AUD Overview

I believe that the RBA has finished increasing interest rates, at least for now. Based on my analysis, I predict that the RBA will hold the cash rate at 3.60% for several quarters after pausing in April.

I believe that the RBA has finished increasing interest rates, at least for now. Based on my analysis, I predict that the RBA will hold the cash rate at 3.60% for several quarters after pausing in April. My view is influenced by the belief that the economy reached a turning point in activity, the job market, and inflation around the beginning of this year. Additionally, I assess that the RBA's priority is to achieve a soft economic landing, even if it means above-target inflation for a period. Recent developments in the global banking sector are likely to support the case for an RBA pause. However, despite the expectation of high inflation for some time, I do not anticipate any rate cuts soon.

There is a significant level of uncertainty surrounding what the RBA will do next, owing to data and reaction function ambiguity. The RBA faces a challenging task of precisely determining the amount of tightening required to slow the economy down to a comfortable level, where inflation will fall to its 2-3% target, without causing a recession.

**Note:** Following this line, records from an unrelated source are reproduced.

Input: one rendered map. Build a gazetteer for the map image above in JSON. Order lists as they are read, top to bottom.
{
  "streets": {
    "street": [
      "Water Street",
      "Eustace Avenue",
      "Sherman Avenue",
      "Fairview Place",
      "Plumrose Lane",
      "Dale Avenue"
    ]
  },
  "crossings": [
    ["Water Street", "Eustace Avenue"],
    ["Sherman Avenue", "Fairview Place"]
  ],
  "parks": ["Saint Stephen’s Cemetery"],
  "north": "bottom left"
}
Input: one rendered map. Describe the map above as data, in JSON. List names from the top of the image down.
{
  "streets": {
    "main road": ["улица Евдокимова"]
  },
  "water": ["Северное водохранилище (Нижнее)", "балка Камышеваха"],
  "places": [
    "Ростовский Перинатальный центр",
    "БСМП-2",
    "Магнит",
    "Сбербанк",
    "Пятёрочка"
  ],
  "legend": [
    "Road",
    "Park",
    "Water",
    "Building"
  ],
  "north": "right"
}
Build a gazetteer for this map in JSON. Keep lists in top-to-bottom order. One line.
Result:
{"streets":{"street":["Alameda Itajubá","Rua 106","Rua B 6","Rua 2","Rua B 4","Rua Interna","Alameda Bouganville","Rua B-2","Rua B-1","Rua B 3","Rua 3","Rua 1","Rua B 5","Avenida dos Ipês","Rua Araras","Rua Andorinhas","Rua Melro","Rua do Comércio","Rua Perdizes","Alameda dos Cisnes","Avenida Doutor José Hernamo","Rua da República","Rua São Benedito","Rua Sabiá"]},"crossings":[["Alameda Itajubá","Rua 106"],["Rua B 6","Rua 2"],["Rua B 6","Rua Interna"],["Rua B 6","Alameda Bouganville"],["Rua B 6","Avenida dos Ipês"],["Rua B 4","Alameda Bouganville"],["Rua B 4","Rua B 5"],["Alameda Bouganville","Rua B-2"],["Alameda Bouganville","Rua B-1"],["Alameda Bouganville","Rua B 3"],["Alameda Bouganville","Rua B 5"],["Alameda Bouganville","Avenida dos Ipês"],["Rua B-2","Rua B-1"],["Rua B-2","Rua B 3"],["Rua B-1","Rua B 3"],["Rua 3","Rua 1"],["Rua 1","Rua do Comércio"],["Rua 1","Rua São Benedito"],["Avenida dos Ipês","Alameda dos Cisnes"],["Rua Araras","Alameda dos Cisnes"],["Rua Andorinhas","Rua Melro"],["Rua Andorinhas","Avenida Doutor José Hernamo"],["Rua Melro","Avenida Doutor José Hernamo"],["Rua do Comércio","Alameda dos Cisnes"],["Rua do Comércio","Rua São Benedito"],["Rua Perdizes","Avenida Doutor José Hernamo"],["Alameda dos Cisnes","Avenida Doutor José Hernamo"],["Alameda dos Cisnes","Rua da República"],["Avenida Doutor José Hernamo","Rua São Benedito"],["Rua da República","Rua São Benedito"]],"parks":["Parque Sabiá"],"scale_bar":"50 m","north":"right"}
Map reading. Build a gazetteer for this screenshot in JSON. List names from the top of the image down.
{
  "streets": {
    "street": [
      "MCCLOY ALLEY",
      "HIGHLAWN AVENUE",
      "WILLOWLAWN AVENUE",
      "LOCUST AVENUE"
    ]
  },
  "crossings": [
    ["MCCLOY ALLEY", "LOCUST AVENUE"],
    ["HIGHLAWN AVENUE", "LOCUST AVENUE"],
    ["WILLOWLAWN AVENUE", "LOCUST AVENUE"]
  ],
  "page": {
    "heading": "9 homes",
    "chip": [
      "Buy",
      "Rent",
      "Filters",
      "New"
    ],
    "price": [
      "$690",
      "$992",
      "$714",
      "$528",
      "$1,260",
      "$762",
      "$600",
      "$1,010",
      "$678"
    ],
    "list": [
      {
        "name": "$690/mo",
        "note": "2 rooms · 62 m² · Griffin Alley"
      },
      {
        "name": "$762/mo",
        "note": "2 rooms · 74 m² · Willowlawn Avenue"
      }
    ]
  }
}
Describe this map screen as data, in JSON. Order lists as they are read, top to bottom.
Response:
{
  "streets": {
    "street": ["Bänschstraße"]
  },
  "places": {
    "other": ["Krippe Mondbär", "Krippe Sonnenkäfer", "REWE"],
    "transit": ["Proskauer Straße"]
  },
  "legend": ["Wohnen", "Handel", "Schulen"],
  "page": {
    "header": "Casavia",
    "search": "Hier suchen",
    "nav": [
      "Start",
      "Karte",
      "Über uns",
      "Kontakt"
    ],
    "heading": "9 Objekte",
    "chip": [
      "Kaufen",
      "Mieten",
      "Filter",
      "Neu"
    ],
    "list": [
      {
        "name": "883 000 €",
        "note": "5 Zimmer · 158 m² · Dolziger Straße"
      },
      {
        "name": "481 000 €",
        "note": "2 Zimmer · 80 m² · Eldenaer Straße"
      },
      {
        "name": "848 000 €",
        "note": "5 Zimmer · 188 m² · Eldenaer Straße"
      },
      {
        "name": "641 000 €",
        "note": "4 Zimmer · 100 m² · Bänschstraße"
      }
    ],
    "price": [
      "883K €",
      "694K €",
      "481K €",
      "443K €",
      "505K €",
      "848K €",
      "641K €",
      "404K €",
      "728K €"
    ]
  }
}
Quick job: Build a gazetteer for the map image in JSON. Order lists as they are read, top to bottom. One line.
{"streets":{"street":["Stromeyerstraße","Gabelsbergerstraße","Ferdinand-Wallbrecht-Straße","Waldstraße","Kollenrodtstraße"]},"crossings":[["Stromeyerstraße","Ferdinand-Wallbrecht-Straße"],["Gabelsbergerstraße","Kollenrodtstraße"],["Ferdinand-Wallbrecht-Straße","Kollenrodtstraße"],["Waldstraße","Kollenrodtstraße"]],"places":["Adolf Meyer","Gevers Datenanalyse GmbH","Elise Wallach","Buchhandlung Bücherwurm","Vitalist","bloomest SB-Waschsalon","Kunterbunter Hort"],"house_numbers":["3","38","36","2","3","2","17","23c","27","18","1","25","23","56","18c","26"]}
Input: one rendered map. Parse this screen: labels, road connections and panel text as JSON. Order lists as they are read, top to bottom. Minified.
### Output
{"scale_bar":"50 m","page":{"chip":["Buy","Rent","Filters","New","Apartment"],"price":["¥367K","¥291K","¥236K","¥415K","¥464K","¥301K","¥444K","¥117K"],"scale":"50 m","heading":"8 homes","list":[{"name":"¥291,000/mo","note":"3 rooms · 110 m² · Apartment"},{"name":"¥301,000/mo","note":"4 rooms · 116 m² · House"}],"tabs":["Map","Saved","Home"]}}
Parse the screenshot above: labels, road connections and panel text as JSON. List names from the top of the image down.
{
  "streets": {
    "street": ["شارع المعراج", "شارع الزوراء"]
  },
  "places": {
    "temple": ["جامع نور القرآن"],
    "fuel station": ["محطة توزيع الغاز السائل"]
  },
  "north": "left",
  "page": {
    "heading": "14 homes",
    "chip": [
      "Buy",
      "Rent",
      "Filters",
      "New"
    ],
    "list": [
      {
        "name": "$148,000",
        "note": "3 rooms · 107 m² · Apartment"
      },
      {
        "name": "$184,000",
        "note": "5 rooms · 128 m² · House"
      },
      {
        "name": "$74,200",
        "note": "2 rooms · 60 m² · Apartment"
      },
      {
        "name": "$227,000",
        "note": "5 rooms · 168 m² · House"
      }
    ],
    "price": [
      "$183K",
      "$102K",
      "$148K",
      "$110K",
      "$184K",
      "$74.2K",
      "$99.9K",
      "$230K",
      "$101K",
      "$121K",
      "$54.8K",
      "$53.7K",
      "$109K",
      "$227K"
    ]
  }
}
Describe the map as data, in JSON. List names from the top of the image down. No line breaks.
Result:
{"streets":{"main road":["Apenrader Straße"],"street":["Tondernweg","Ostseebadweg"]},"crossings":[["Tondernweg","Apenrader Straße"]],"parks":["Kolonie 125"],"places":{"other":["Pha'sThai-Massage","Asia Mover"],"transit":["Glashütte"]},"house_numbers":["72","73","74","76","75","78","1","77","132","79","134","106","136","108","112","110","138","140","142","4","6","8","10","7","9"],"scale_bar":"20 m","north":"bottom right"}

This calibration process is hindered by several unusual factors, including the RBA's exceptionally rapid and substantial rate hikes, which amounted to a 350bp increase within only ten months. Consequently, it is challenging to assess the full impact of the monetary tightening that has already occurred. Typically, it takes between 6 to 12 months to observe the most significant impact of cash rate changes on the economy due to lags in monetary policy transmission.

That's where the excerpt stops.